The Linux 3.5 kernel will introduce support for the Sound Core3D audio cards that were launched by Creative last year.
Announced last year was the Creative Sound Core3D audio processors as the long-awaited successor to the Creative X-Fi audio processors. When the Creative X-Fi sound cards were introduced more than a half-decade ago, the Linux support for these sound cards were a big issue. There wasn’t any support at first (Microsoft Vista made Creative Labs dupe Linux), Creative then released a binary-only Linux X-Fi driver and to make matters worse was Linux x86_64-only. In the end, Creative’s binary Linux X-Fi driver was unmaintainable so they ended up joining the open-source bandwagon.
The open-source Creative X-Fi driver was still quite horrific, but in late 2008 an ALSA X-Fi driver finally came about. Since then, there’s been support for the Creative Sound Blaster X-Fi products and the support for this driver has continued to improve. However, for the bigger scoop on the X-Fi Linux perspective, see the Creative Labs Continues To Shaft Linux article.
Anyhow, the X-Fi line-up is being done away with for future products and since last May there’s Sound Core3D products. The Creative Sound Core3D audio processor was announced last May (the press release). Sound Core3D is quite different from the X-Fi audio that relied upon RISC processors with now the new audio processors relying upon four digital signal processors. The Sound Core3D with its quad DSPs provides features like CrystalVoice, THX TruStudio Pro, and audio toolbox algorithms.
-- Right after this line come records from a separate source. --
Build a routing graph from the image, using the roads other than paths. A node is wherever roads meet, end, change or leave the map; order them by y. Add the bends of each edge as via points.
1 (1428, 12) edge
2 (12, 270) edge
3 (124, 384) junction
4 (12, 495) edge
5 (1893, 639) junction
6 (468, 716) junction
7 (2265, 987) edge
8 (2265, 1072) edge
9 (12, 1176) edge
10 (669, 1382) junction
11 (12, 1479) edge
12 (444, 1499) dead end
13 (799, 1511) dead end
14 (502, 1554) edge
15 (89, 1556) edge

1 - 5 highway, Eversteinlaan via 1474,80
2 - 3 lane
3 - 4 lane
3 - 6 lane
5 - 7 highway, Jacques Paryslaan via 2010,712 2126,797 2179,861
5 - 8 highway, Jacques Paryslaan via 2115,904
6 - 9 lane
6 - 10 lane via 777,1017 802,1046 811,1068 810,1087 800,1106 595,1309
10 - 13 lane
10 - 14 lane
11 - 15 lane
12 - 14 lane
One year after the Creative audio processors first were announced with Microsoft Windows support, there’s finally Linux audio support coming from this latest hardware.
Being pulled into the Linux 3.5 kernel will be support for Sound Core3D. As indicated by this ALSA patch, “The controller is compatible with HD-audio 1.0a with some specific restrictions. – The BDLE entries can’t be over 4k boundary – No position-buffer and no MSI.” As such, for this basic support at least, it comes via just modifying the Intel HDA PCI driver. You’re dreaming though if you think this Linux support/patch comes from Creative, but rather it comes from Takashi Iwai — the prolific Linux audio developer who maintains the kernel sound sub-system upstream and is employed by SUSE.
The patch that was originally published last week adds in the support for the Sound Core3D audio processors with the PCI product IDs of 0x0010 and 0x0012 (the Creative PCI vendor ID is 0x1102). The Sound Core3D is found in new Creative Sound Blaster cards as well as offered to OEMs by Creative.
The two popular sound cards sporting the new audio processor right now is the Creative Sound Blaster Recon3D and Creative Sound Blaster Recon3D Fatal1ty Professional. The Recon3D retails for $100 USD while the “Fatal1ty” model costs an additional $50. Both of the Recon3D Sound Blaster cards are PCI Express based. On the Creative product pages, they only advertise Microsoft Windows 7 support.
It’s nice to see that Linux will finally support Creative Sound Core3D hardware when the Linux 3.5 kernel is introduced (the 3.5 sound pull request was sent this morning), but it’s unfortunate that it’s taken one year to materialize and that Creative remains an unfriendly company towards Linux.